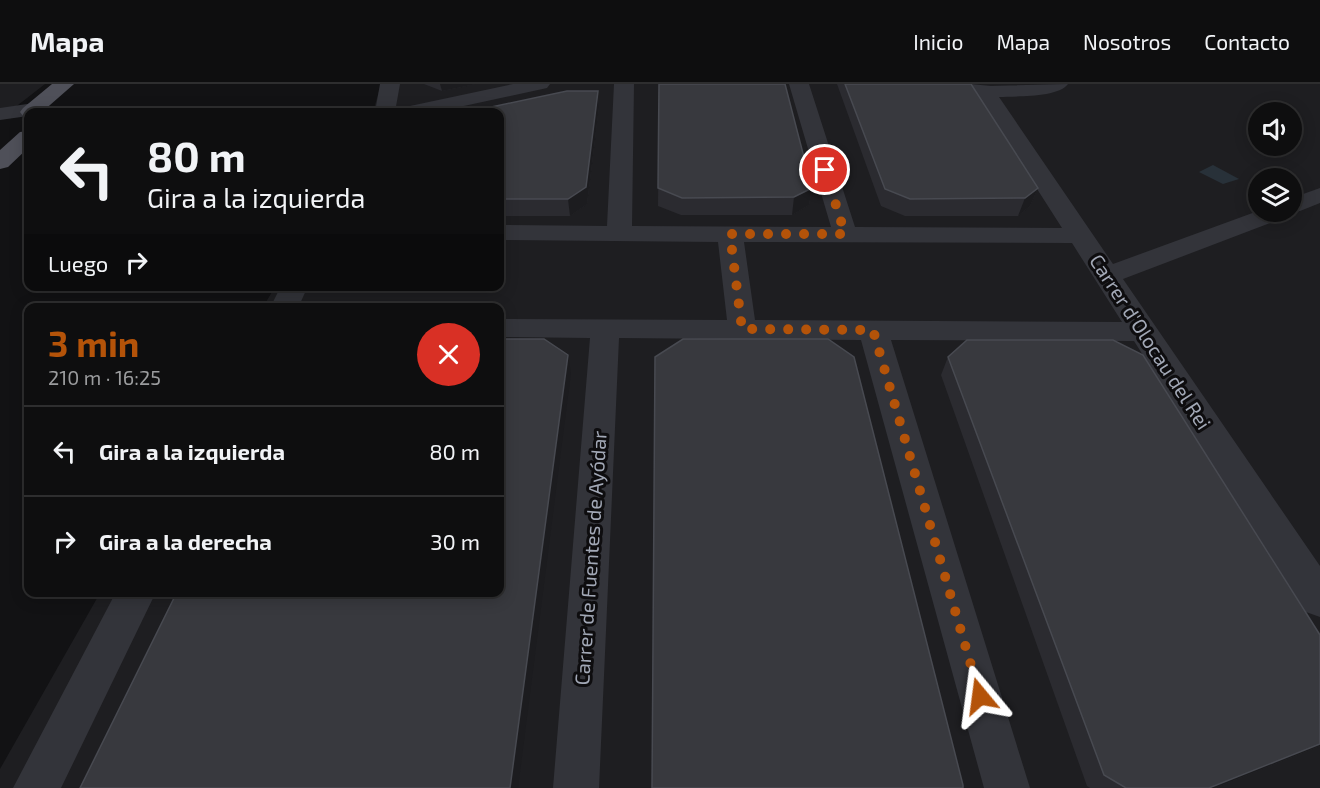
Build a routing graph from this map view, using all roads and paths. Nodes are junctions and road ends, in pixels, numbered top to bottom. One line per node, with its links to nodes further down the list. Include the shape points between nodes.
1 (390, 84): 10 (street)
2 (540, 84): 11 (street)
3 (624, 84): 22 (street)
4 (799, 84): 24 (street)
5 (1058, 84): 7 (street, via 1041,88)
6 (72, 88): 8 (main road); 9 (main road)
7 (983, 88): 25 (street, Carrer d'Olocau del Rei)
8 (38, 108)
9 (59, 108)
10 (386, 108)
11 (429, 108)
12 (24, 112): 13 (street)
13 (0, 114)
14 (24, 118): 15 (main road)
15 (0, 138)
16 (24, 141): 17 (main road)
17 (0, 162)
18 (1320, 195): 19 (street)
19 (1302, 202)
20 (1250, 222): 26 (street)
21 (504, 233): 22 (street)
22 (619, 234): 23 (street)
23 (730, 234): 24 (street); 29 (street)
24 (845, 234): 25 (street)
25 (1080, 236): 26 (street, Carrer d'Olocau del Rei)
26 (1106, 276): 31 (street, Carrer d'Olocau del Rei)
27 (504, 328): 28 (street)
28 (605, 328): 29 (street); 35 (street, Carrer de Fuentes de Ayódar)
29 (742, 329): 30 (street)
30 (873, 330): 31 (street); 36 (street)
31 (1143, 332): 33 (street, Carrer d'Olocau del Rei)
32 (134, 597): 34 (street)
33 (1320, 599)
34 (36, 788)
35 (576, 788)
36 (1007, 788)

◆ ◆ ◆ ◆ ◆ ◆ ◆

§ **Assignment**: Exactly repeat the data above; the pictures do not belong in your copy.

§ **Task solution**:
Build a routing graph from this map view, using all roads and paths. Nodes are junctions and road ends, in pixels, numbered top to bottom. One line per node, with its links to nodes further down the list. Include the shape points between nodes.
1 (390, 84): 10 (street)
2 (540, 84): 11 (street)
3 (624, 84): 22 (street)
4 (799, 84): 24 (street)
5 (1058, 84): 7 (street, via 1041,88)
6 (72, 88): 8 (main road); 9 (main road)
7 (983, 88): 25 (street, Carrer d'Olocau del Rei)
8 (38, 108)
9 (59, 108)
10 (386, 108)
11 (429, 108)
12 (24, 112): 13 (street)
13 (0, 114)
14 (24, 118): 15 (main road)
15 (0, 138)
16 (24, 141): 17 (main road)
17 (0, 162)
18 (1320, 195): 19 (street)
19 (1302, 202)
20 (1250, 222): 26 (street)
21 (504, 233): 22 (street)
22 (619, 234): 23 (street)
23 (730, 234): 24 (street); 29 (street)
24 (845, 234): 25 (street)
25 (1080, 236): 26 (street, Carrer d'Olocau del Rei)
26 (1106, 276): 31 (street, Carrer d'Olocau del Rei)
27 (504, 328): 28 (street)
28 (605, 328): 29 (street); 35 (street, Carrer de Fuentes de Ayódar)
29 (742, 329): 30 (street)
30 (873, 330): 31 (street); 36 (street)
31 (1143, 332): 33 (street, Carrer d'Olocau del Rei)
32 (134, 597): 34 (street)
33 (1320, 599)
34 (36, 788)
35 (576, 788)
36 (1007, 788)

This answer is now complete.